Réglementation

Plan de chasse et bracelets : attribution, délais

Publié le · Mis à jour le 7 min de lecturePar Ronan Pouliquen, co-fondateur d'EventMigo SAS

Chaque année, le président d'une ACCA ou d'une société de chasse reçoit son plan de chasse, retire ses bracelets à la fédération et doit, quelques mois plus tard, rendre compte des animaux prélevés. Entre la demande, l'attribution, le marquage sur le terrain et le bilan de fin de saison, les étapes sont nombreuses et les délais contraignants. Cet article reprend le circuit complet, textes à l'appui, et décrit le suivi interne qu'une association a intérêt à tenir.

Qu'est-ce qu'un plan de chasse ?

Le plan de chasse est le dispositif qui « détermine le nombre minimum et maximum d'animaux à prélever sur les territoires de chasse » (article L425-6 du Code de l'environnement). Son objectif affiché est l'équilibre agro-sylvo-cynégétique : assez d'animaux pour que les populations se développent durablement, pas trop pour que les cultures et les forêts ne subissent pas de dégâts excessifs.

Deux points méritent d'être soulignés. D'abord, il s'agit bien d'une fourchette : un minimum à réaliser et un maximum à ne pas dépasser, et non d'un simple plafond. Ensuite, le plan de chasse n'est pas réservé au grand gibier. Le même article prévoit qu'il est obligatoire sur tout le territoire national pour certaines espèces listées par décret (cervidés, chamois, isard, mouflon), et qu'il peut être fixé pour du petit gibier, pour une année. Pour le grand gibier, il peut être établi pour trois ans, révisable chaque année ; pour le sanglier, sa mise en œuvre éventuelle passe par un avis de la fédération départementale.

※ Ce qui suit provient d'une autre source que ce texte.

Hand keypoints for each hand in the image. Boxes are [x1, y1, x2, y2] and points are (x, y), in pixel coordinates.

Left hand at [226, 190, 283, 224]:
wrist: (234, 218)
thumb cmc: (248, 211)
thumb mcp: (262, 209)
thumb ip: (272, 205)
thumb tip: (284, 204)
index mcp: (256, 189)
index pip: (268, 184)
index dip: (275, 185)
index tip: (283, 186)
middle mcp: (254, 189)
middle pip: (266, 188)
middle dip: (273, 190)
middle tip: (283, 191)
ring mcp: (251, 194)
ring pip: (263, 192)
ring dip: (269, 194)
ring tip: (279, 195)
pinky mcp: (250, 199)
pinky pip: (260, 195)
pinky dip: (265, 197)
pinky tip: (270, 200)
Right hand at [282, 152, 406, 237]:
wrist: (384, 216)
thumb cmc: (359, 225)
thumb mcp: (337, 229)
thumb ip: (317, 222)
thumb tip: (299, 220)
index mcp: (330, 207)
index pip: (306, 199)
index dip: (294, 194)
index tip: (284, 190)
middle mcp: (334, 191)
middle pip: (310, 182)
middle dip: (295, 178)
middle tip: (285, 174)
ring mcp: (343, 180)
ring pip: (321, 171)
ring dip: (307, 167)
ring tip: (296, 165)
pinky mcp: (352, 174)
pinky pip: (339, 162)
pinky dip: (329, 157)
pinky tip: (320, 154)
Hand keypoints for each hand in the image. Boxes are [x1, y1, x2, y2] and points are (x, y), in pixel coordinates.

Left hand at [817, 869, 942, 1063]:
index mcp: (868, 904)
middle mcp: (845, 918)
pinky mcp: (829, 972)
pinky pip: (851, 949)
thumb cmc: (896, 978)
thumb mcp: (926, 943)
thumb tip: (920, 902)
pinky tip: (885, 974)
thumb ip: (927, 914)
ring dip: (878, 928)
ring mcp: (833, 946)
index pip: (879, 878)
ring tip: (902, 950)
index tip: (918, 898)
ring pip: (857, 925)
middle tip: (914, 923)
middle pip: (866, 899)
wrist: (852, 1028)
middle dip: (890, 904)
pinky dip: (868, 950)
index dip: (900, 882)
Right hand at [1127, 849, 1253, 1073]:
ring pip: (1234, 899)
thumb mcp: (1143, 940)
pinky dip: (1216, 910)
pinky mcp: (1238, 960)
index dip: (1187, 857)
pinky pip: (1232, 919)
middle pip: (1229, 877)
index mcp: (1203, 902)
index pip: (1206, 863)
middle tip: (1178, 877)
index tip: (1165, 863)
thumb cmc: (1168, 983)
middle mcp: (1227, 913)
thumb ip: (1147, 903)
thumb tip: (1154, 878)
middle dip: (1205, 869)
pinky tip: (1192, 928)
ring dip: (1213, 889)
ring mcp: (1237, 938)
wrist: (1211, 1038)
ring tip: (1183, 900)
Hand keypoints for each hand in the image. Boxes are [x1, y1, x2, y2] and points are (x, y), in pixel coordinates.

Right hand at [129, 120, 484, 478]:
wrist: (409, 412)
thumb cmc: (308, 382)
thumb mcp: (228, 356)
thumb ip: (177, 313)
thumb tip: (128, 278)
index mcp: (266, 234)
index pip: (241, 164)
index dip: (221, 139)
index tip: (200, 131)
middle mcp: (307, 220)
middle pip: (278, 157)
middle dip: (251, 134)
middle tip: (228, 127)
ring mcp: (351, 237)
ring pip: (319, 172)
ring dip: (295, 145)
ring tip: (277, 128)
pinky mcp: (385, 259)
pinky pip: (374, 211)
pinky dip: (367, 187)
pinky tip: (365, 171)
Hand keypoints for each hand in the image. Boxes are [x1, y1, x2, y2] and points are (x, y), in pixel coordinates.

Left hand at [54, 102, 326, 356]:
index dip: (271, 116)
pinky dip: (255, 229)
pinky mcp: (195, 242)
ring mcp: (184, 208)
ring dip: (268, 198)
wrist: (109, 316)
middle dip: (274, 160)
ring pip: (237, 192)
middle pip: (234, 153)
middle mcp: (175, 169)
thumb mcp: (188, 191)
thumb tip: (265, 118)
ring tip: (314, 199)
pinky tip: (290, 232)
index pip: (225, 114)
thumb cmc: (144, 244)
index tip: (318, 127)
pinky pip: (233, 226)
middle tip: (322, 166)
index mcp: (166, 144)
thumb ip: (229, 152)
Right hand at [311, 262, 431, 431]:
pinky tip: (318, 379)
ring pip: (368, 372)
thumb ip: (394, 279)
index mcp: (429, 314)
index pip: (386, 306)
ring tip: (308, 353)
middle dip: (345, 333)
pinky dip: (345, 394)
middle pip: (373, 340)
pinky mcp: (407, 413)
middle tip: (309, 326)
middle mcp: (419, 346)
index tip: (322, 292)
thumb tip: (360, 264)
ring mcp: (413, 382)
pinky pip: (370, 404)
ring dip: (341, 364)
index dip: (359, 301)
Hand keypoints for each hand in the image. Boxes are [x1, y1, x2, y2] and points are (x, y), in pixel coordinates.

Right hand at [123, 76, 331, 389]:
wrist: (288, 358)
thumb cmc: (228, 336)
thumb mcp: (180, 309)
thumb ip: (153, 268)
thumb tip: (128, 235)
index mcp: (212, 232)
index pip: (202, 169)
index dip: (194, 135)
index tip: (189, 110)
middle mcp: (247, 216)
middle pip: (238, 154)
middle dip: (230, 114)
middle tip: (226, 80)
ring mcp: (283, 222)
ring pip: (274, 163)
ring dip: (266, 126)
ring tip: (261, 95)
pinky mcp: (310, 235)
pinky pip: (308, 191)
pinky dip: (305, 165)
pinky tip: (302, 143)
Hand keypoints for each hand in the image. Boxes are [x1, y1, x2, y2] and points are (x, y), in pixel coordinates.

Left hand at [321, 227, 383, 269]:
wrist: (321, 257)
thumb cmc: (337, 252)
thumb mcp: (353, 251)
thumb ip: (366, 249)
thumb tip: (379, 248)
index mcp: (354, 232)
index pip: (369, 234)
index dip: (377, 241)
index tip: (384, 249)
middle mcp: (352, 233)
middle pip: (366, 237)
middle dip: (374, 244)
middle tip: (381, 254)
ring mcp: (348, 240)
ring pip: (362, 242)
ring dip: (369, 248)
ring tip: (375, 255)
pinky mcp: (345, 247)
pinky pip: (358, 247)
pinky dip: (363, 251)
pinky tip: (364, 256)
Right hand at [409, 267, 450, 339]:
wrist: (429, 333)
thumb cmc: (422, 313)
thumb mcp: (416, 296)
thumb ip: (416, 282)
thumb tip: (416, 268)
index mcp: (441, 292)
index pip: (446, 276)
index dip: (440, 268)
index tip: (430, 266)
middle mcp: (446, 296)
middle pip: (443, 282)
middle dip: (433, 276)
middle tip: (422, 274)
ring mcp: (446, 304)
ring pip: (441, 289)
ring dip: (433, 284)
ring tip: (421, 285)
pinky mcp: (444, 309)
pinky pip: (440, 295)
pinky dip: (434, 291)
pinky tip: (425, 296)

Le plan de chasse est par ailleurs l'un des volets obligatoires du schéma départemental de gestion cynégétique (article L425-2), ce qui explique que les modalités pratiques varient d'un département à l'autre. Il ne faut pas le confondre avec le prélèvement maximal autorisé (PMA), qui plafonne les prises par chasseur et non par territoire : nous distinguons les deux dans notre article sur la gestion des quotas de chasse.

Qui fixe le plan de chasse et qui l'attribue ?

Le préfet fixe chaque année, par arrêté, le nombre minimum et maximum d'animaux à prélever par espèce dans le département, en tenant compte des dégâts constatés ; le président de la fédération départementale des chasseurs arrête ensuite les plans de chasse individuels, après consultation de la chambre d'agriculture, de l'ONF, des communes forestières et du centre régional de la propriété forestière (article L425-8). Depuis la réforme de 2019, c'est donc la FDC, et non plus la préfecture, qui est votre interlocuteur pour l'attribution.

La partie réglementaire précise le calendrier : l'arrêté préfectoral fixant les fourchettes départementales doit être pris au moins sept jours avant le début de la campagne, et le président de la FDC notifie à chaque demandeur son plan individuel, annuel ou triennal, dans les délais fixés par arrêté ministériel (articles R425-1-1 et suivants). Lorsqu'un territoire s'étend sur plusieurs départements, la décision est prise conjointement par les présidents des fédérations concernées.

Qui doit demander le plan de chasse, et quand ?

La demande de plan de chasse est déposée chaque année par le détenteur du droit de chasse sur le territoire — l'ACCA, la société de chasse ou le propriétaire qui chasse lui-même (article L425-7) — auprès de la fédération départementale, généralement au printemps, dans un délai fixé par arrêté ministériel. Elle est accompagnée du bilan de la saison précédente, et toute demande tardive est irrecevable.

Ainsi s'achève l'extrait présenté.